On Friday, Amazon warehouse workers and social and environmental justice activists around the world will stage a series of coordinated protests, strikes, and actions to demand the online retailer respect workers' rights to participate in union activity, stop circumventing tax laws, and commit to higher environmental standards, according to the event's organizers.
The day of action, which is being called #MakeAmazonPay, coincides with Black Friday, one of Amazon's biggest sales events of the year and the start of its peak season, when warehouse worker injuries are highest and workloads for warehouse workers and delivery drivers skyrocket. On Friday, protest actions will take place across Amazon's supply chain in Brazil, Mexico, the United States, the United Kingdom, Spain, France, Belgium, Germany, Luxembourg, Italy, Poland, India, Bangladesh, the Philippines, and Australia.
As many as 3,000 workers will strike at six Amazon facilities in Germany. Garment workers in Bangladesh who manufacture clothes sold by Amazon will also protest. Trade union members and environmental groups, including the climate-focused Extinction Rebellion, will demonstrate outside Amazon's European headquarters in Luxembourg. In the Philippines, contracted Amazon Ring call center workers, who face 'subhuman' conditions according to a recent Financial Times article, will hold a virtual action. At Amazon's Seattle and Northern Virginia headquarters, community activists from social justice organizations, including Justice for Muslims Collective and La ColectiVA, will hold their own protests.
“During the Covid-19 pandemic, Amazon became a trillion dollar corporation, with Bezos becoming the first person in history to amass $200 billion in personal wealth," #MakeAmazonPay's statement signed by 39 organizations and sent to Amazon reads. "Meanwhile, Amazon warehouse workers risked their lives as essential workers, and only briefly received an increase in pay."
"Like all major corporations, Amazon’s success would be impossible without the public institutions that citizens built together over generations," the statement continues. "But instead of giving back to the societies that helped it grow, the corporation starves them of tax revenue through its world beating efforts at tax dodging."

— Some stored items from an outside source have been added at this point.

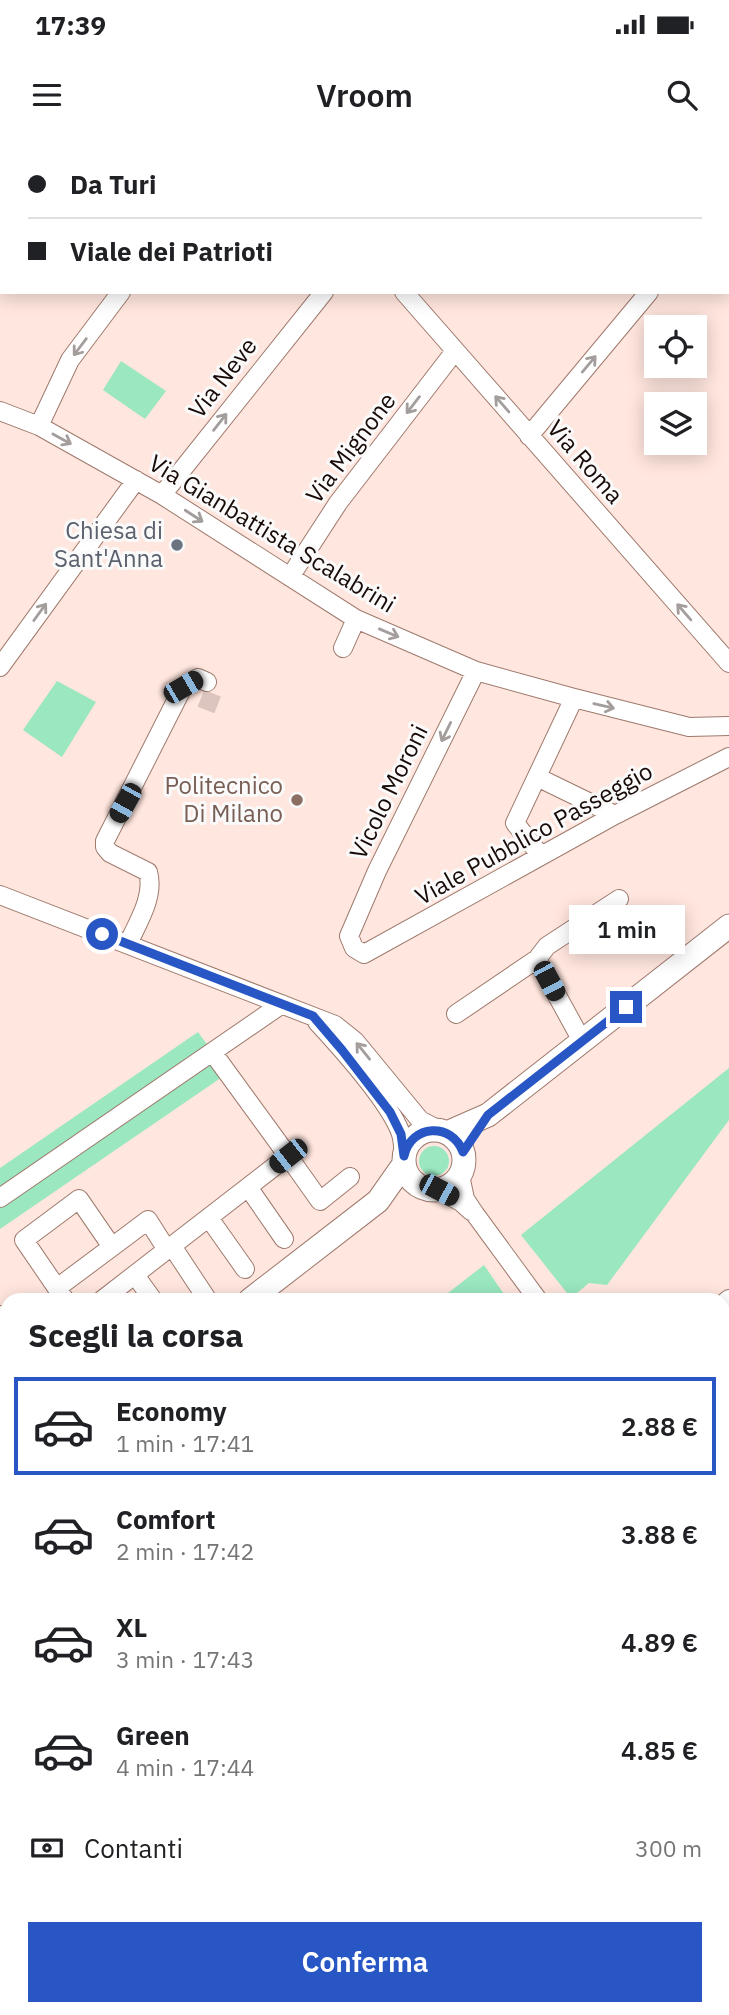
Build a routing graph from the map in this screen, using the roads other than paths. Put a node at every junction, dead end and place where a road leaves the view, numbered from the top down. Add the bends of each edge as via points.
1 (120, 294) edge
2 (322, 294) edge
3 (406, 294) edge
4 (647, 294) edge
5 (455, 351) junction
6 (0, 411) edge
7 (38, 426) junction
8 (529, 436) junction
9 (136, 480) junction
10 (162, 495) junction
11 (290, 578) junction
12 (356, 619) junction
13 (344, 648) dead end
14 (729, 663) edge
15 (0, 667) edge
16 (476, 671) junction
17 (207, 682) dead end
18 (574, 698) junction
19 (729, 726) edge
20 (729, 757) edge
21 (537, 777) junction
22 (615, 815) junction
23 (541, 856) junction
24 (0, 895) edge
25 (618, 900) dead end
26 (729, 926) edge
27 (128, 944) junction
28 (364, 954) joint
29 (537, 959) junction
30 (282, 1004) junction
31 (456, 1014) dead end
32 (313, 1016) junction
33 (582, 1041) junction
34 (213, 1053) junction
35 (488, 1115) junction
36 (443, 1132) junction
37 (288, 1156) junction
38 (404, 1160) junction
39 (462, 1163) junction
40 (350, 1177) dead end
41 (248, 1187) junction
42 (430, 1189) junction
43 (0, 1198) edge
44 (378, 1201) junction
45 (474, 1214) junction
46 (209, 1218) junction
47 (284, 1239) dead end
48 (112, 1247) junction
49 (169, 1248) junction
50 (245, 1269) dead end
51 (135, 1275) junction
52 (60, 1293) edge
53 (62, 1293) edge
54 (111, 1293) edge
55 (148, 1293) edge
56 (203, 1293) edge
57 (259, 1293) edge
58 (533, 1293) edge

1 -> 7 street via 70,360
10 -> 2 street, Via Neve
3 - 5 street, Via Roma
8 -> 4 street
8 -> 5 street, Via Roma
5 -> 11 street, Via Mignone via 338,502
6 - 7 street, Via Gianbattista Scalabrini
7 -> 9 street, Via Gianbattista Scalabrini
14 -> 8 street, Via Roma
9 - 10 street, Via Gianbattista Scalabrini
15 -> 9 street
10 -> 11 street, Via Gianbattista Scalabrini
11 - 12 street, Via Gianbattista Scalabrini
12 - 13 street
12 -> 16 street, Via Gianbattista Scalabrini
16 - 18 street, Via Gianbattista Scalabrini
16 -> 28 street, Vicolo Moroni via 349,936 354,948
17 - 27 street via 198,678 183,687 105,841 110,853 141,867 150,878 147,900
18 -> 19 street, Via Gianbattista Scalabrini via 689,727
18 - 21 street
20 - 22 street, Viale Pubblico Passeggio
21 - 22 street
21 - 23 street via 515,823
22 - 23 street, Viale Pubblico Passeggio
23 - 28 street, Viale Pubblico Passeggio
24 - 27 street
25 - 29 street via 547,946
26 - 33 main road
27 - 30 street
29 - 31 street
29 - 33 street
30 - 32 street
30 - 34 street
36 -> 32 street via 420,1120 355,1041 335,1025
32 - 38 street via 390,1112 401,1134
33 - 35 main road
34 - 37 street
34 - 43 street
35 - 36 main road
35 - 39 main road
36 - 38 main road via 417,1135
36 - 39 main road via 454,1138
37 - 40 street via 320,1201
37 - 41 street
38 - 42 main road via 410,1179
38 - 44 main road
39 - 42 main road via 454,1182
39 - 45 street via 465,1199
41 - 46 street
41 - 47 street
42 - 44 main road
42 - 45 street via 461,1202
44 - 57 main road
45 - 58 street
46 - 49 street
46 - 50 street
48 - 49 street via 148,1220
48 - 52 street via 79,1199 24,1240
48 - 53 street
49 - 51 street
49 - 56 street
51 - 54 street
51 - 55 street

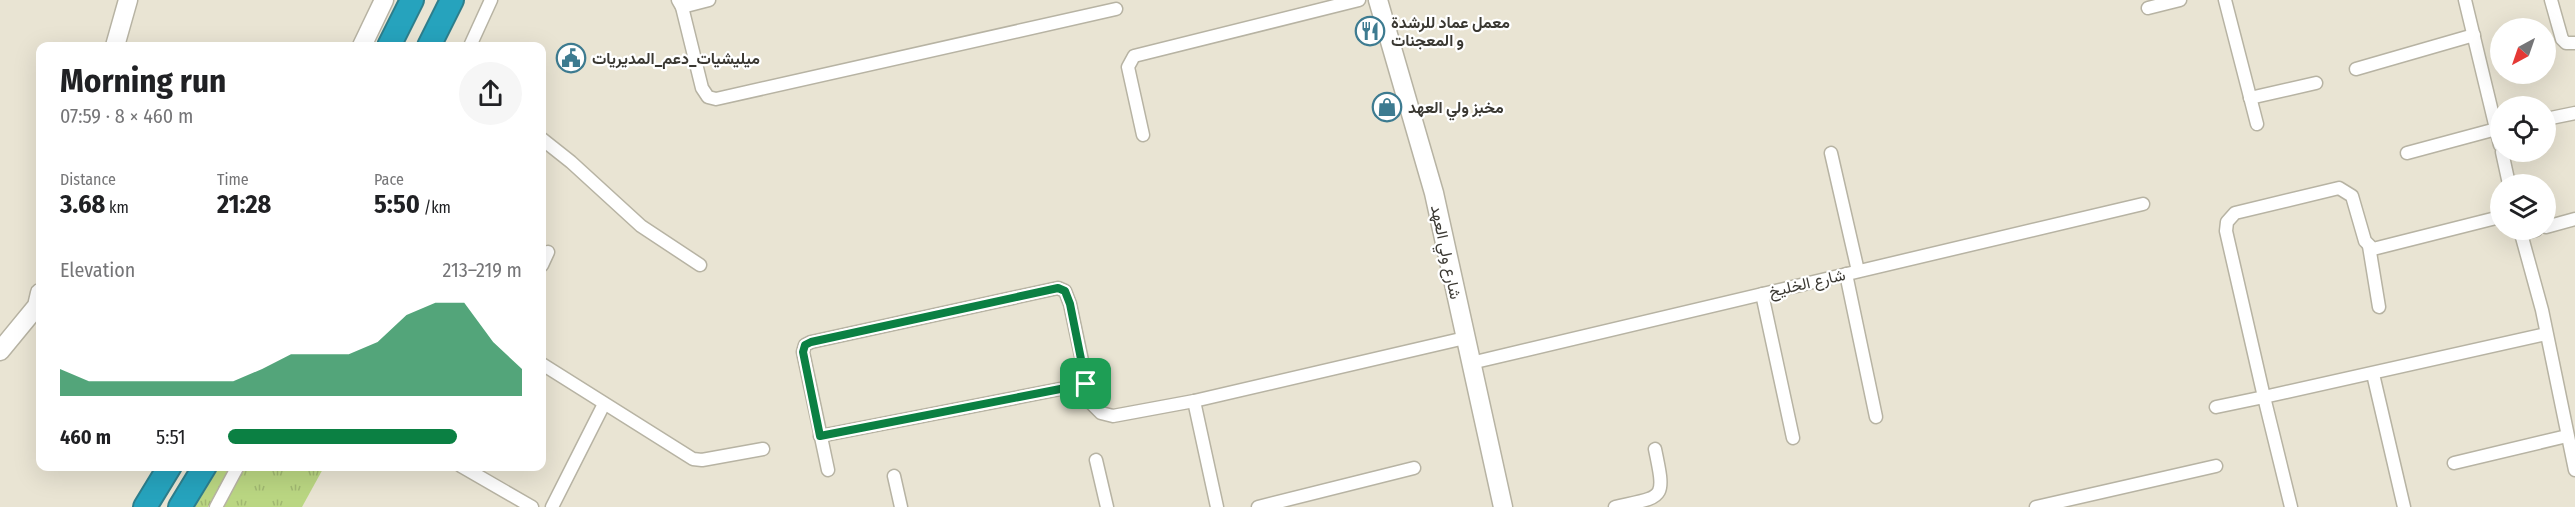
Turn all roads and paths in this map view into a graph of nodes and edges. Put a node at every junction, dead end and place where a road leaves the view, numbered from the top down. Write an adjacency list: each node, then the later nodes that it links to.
1 (128, 0): 17 (main road)
2 (384, 0): 18 (main road)
3 (412, 0): 19 (highway)
4 (452, 0): 20 (highway)
5 (491, 0): 21 (street)
6 (709, 0): 13 (street)
7 (1359, 0): 31 (street)
8 (1378, 0): 49 (main road, شارع ولي العهد)
9 (2180, 0): 14 (street)
10 (2225, 0): 26 (street)
11 (2465, 0): 16 (street)
12 (2551, 0): 22 (street)
13 (680, 4): 15 (street)
14 (2148, 8)
15 (1116, 9)
16 (2474, 35): 23 (street); 25 (street)
17 (116, 42)
18 (364, 42)
19 (391, 42)
20 (431, 42)
21 (472, 42)
22 (2575, 43)
23 (2356, 69)
24 (2316, 82): 26 (street)
25 (2490, 96)
26 (2250, 98): 29 (street)
27 (2575, 113): 28 (street)
28 (2556, 117)
29 (2257, 124)
30 (2490, 131): 34 (street)
31 (1143, 135)
32 (546, 143): 43 (street)
33 (1832, 153): 44 (street)
34 (2408, 153)
35 (2143, 204): 44 (street, شارع الخليخ)
36 (2575, 219): 38 (street)
37 (2490, 220): 40 (street)
38 (2556, 224)
39 (2523, 240): 48 (street)
40 (2369, 246): 47 (street); 55 (street)
41 (548, 252): 42 (street)
42 (546, 256)
43 (700, 265)
44 (1852, 273): 45 (street, شارع الخليخ); 60 (street)
45 (1762, 294): 51 (street, شارع الخليخ); 63 (street)
46 (36, 306): 50 (main road)
47 (2379, 307)
48 (2546, 334): 53 (street); 59 (street)
49 (1465, 338): 51 (main road, شارع ولي العهد); 56 (street)
50 (0, 351)
51 (1471, 363): 86 (main road, شارع ولي العهد)
52 (546, 367): 57 (street)
53 (2373, 374): 55 (street); 90 (street)
54 (1086, 384): 56 (street); 61 (street); 61 (street)
55 (2264, 398): 58 (street); 89 (street)
56 (1194, 401): 84 (street)
57 (604, 404): 64 (street); 81 (street)
58 (2216, 407)
59 (2570, 411): 62 (street)
60 (1876, 417)
61 (820, 436): 70 (street)
62 (2567, 436): 67 (street); 71 (street)
63 (1793, 438)
64 (763, 449)
65 (1655, 449): 87 (street)
66 (1096, 460): 83 (street)
67 (2454, 463)
68 (2216, 465): 88 (street)
69 (1414, 468): 85 (street)
70 (828, 470)
71 (2575, 470)
72 (167, 471): 77 (highway)
73 (202, 471): 78 (highway)
74 (235, 471): 79 (street)
75 (470, 471): 80 (street)
76 (894, 476): 82 (street)
77 (145, 507)
78 (180, 507)
79 (216, 507)
80 (532, 507)
81 (552, 507)
82 (901, 507)
83 (1107, 507)
84 (1217, 507)
85 (1258, 507)
86 (1503, 507)
87 (1615, 507)
88 (2036, 507)
89 (2291, 507)
90 (2404, 507)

The actions coalesce around a common set of demands put forward by more than 50 social justice organizations on both sides of the Atlantic, including UNI Global Union, Greenpeace, the Athena Coalition, the Sunrise Movement, OxFam, Our Revolution, Amazon Employees for Climate Justice, Progressive International, Public Citizen, and the Tax Justice Network.
“This is a series of misleading assertions by misinformed or self-interested groups who are using Amazon’s profile to further their individual causes,” Conor Sweeney, a spokesperson for Amazon’s Luxembourg headquarters said. “Amazon has a strong track record of supporting our people, our customers, and our communities, including providing safe working conditions and leading $15 minimum wage and great benefits, leading on climate change with the Climate Pledge commitment to be net zero carbon by 2040, and paying more than $5 billion in taxes globally.”
These demands include, but are not limited to, raising workers’ wages in all Amazon warehouses including premium pay during peak periods and hazard pay during the pandemic; reinstating all workers who have been fired after speaking up about workplace health and safety; giving unions access to Amazon worksites to speak to workers; committing to zero emissions by 2030; ending the sale of devices that rely on mass surveillance practices, such as Amazon Ring; and paying taxes in full where economic activity occurs.
"You might ask why we're targeting Amazon when our concerns exist at lots of other companies, and the answer is two fold," said Alex Cobham, chief executive of the Tax Justice Network, a signatory of the list of common demands, and a U.K. research network focused on financial regulation. "First, Amazon is on many issues the most extreme example. It’s the most extreme example of monopoly power and in numerous questions related to labor rights threats. The second part is that Amazon has done exceptionally well this year. If anyone has had a good pandemic, it’s Amazon. While everyone has been cursed by COVID, Amazon has done well but not because of its own merits. It’s done well because of the unprecedented state interventions to protect local health. Small businesses have been forced to close."
"One of the things that should happen is an excess tax to put most of this money back into the public system to contribute to public health costs," he continued. "If we allow Amazon to keep all these excess profits, it will only strengthen its monopoly position."
The day of global action comes on the heels of a report published by Motherboard revealing Amazon's obsessive surveillance of workers, labor unions, and environmental and social movements, particularly between Black Friday and Christmas. Internal documents revealed that Amazon closely tracks the number of warehouse workers participating in union activity, tracks environmentalist groups including Greenpeace and Greta Thunberg's Fridays for Future on social media, and even hired the Pinkerton Detective Agency—known for union-busting—to spy on warehouse workers.